「見学記」のアーカイブ

ニューヨーク・リノベーション視察旅行-1

2週間前にニューヨークへのリノベーション視察旅行より戻ってきました。今回も、知り合いのツテを辿って、幾つかの大規模マンションリノベーション事例に加え、スケルトンリノベーションの現場も見学することができました。

ニューヨーク超高級リノベーション事例見学

こちらは、キッチンだけで20畳以上ある大型マンションリノベーションの実例です。住人のコダワリを実現化したキッチンで、ここだけで日常生活ができそうなほど良く考えられた、ユニークなキッチンとなっていました。

ニューヨーク アートコレクターのリノベーション

こちらは、有名なアートコレクターの方が、200平米強のマンションを自分のアート展示空間としても使えるようにリノベーション下事例です。1920年代に建てられたマンションを、天井高の高さを活かした活用法が勉強になりました。

ニューヨーク 建築家自邸のリノベーション事例

こちらは、建築家が自邸をリノベーションしたお宅です。

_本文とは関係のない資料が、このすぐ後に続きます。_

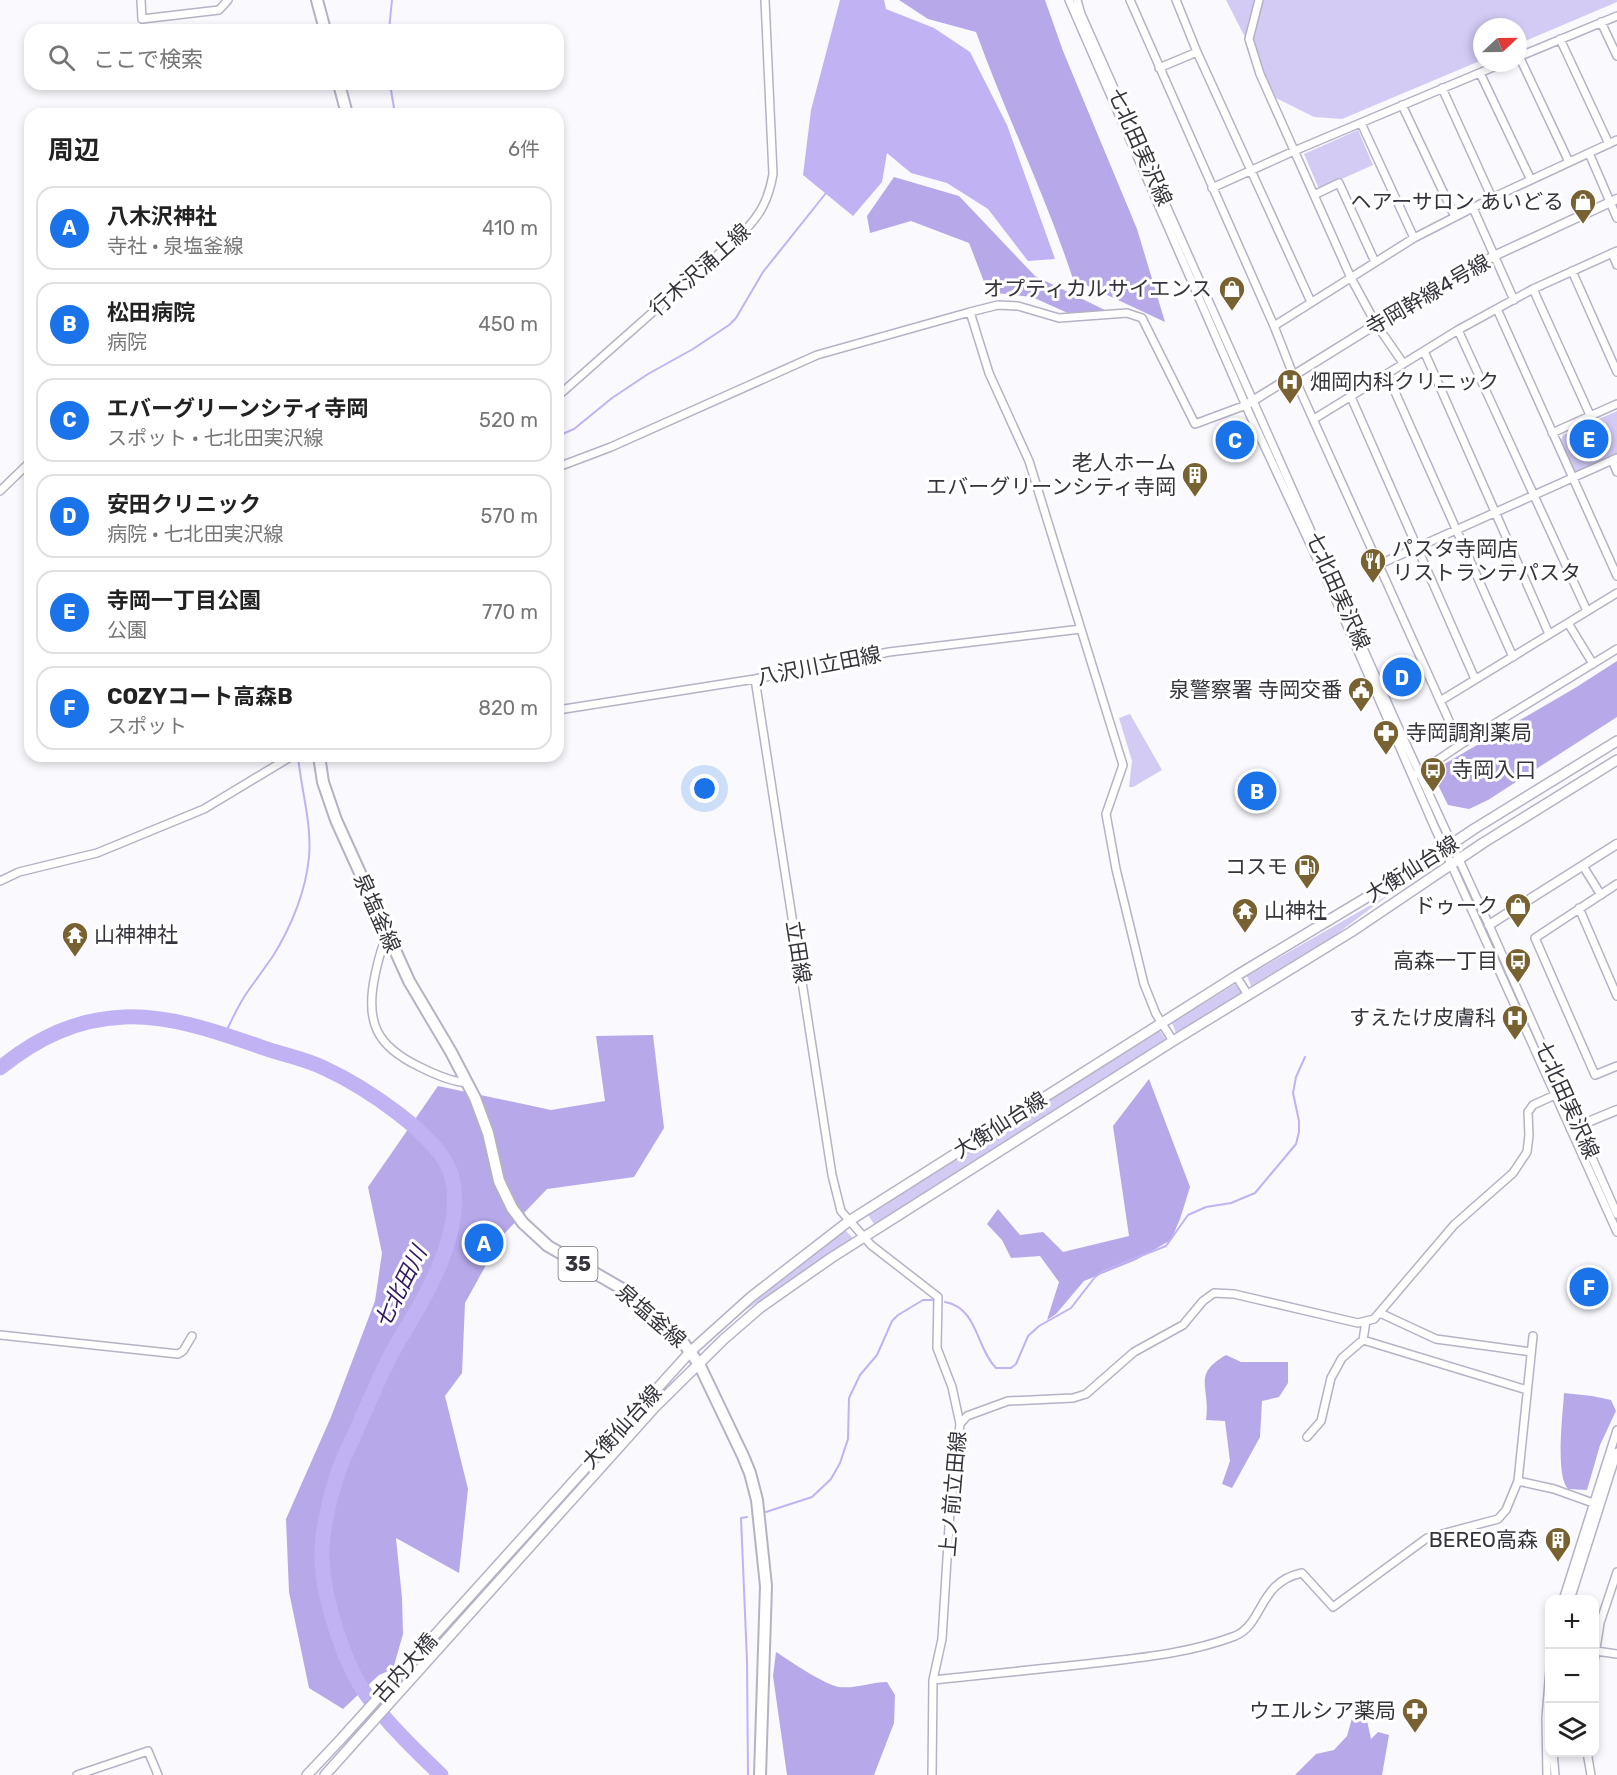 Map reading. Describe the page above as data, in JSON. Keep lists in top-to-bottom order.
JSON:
{
  "streets": {
    "main road": [
      "大衡仙台線",
      "泉塩釜線",
      "35",
      "古内大橋"
    ],
    "street": [
      "七北田実沢線",
      "行木沢涌上線",
      "寺岡幹線4号線",
      "八沢川立田線",
      "立田線",
      "上ノ前立田線"
    ]
  },
  "crossings": [
    ["七北田実沢線", "寺岡幹線4号線"],
    ["七北田実沢線", "大衡仙台線"],
    ["八沢川立田線", "立田線"],
    ["大衡仙台線", "泉塩釜線"],
    ["大衡仙台線", "立田線"],
    ["大衡仙台線", "上ノ前立田線"],
    ["大衡仙台線", "古内大橋"],
    ["立田線", "上ノ前立田線"]
  ],
  "water": ["七北田川"],
  "places": {
    "shop": ["ヘアーサロン あいどる", "オプティカルサイエンス", "ドゥーク"],
    "hospital": ["畑岡内科クリニック", "すえたけ皮膚科"],
    "building": ["老人ホーム エバーグリーンシティ寺岡", "BEREO高森"],
    "restaurant": ["パスタ寺岡店 リストランテパスタ"],
    "public building": ["泉警察署 寺岡交番"],
    "pharmacy": ["寺岡調剤薬局", "ウエルシア薬局"],
    "bus stop": ["寺岡入口", "高森一丁目"],
    "fuel station": ["コスモ"],
    "temple": ["山神社", "山神神社"]
  },
  "north": "right",
  "page": {
    "search": "ここで検索",
    "heading": ["周辺", "6件"],
    "list": [
      {
        "mark": "A",
        "name": "八木沢神社",
        "note": "寺社 · 泉塩釜線",
        "value": "410 m"
      },
      {
        "mark": "B",
        "name": "松田病院",
        "note": "病院",
        "value": "450 m"
      },
      {
        "mark": "C",
        "name": "エバーグリーンシティ寺岡",
        "note": "スポット · 七北田実沢線",
        "value": "520 m"
      },
      {
        "mark": "D",
        "name": "安田クリニック",
        "note": "病院 · 七北田実沢線",
        "value": "570 m"
      },
      {
        "mark": "E",
        "name": "寺岡一丁目公園",
        "note": "公園",
        "value": "770 m"
      },
      {
        "mark": "F",
        "name": "COZYコート高森B",
        "note": "スポット",
        "value": "820 m"
      }
    ],
    "pins": [
      "E",
      "C",
      "D",
      "B",
      "A",
      "F"
    ],
    "map_buttons": ["+", "−"]
  }
}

昔からの知り合いですが、この30年で5度も引っ越して、その他ミニ自分たちらしいリノベーションをしてきた人たちです。

ニューヨーク 超高級リノベーション工事現場

以前働いていた事務所にもお願いして、リノベーション工事の現場も4つほど見学することができました。因みにこちらは、上下2つの階に渡たるデュープレックスですが、合計800平米以上のマンションを約10億円掛けてリノベーションしている工事現場でした。

ニューヨークS邸からのセントラルパークの眺め

最後は、以前僕らが設計をお手伝いした、アッパーイーストサイドの高層マンション37階にあるニューヨークS邸のベランダからセントラルパークを見下ろした眺めです。中央右に見える丸い形は、フランク・ロイド・ライトが設計したグッゲンハイム美術館です。
リノベーション事例の詳細は、また後日紹介したいと思いますが、まずはザッと写真だけアップしておきます。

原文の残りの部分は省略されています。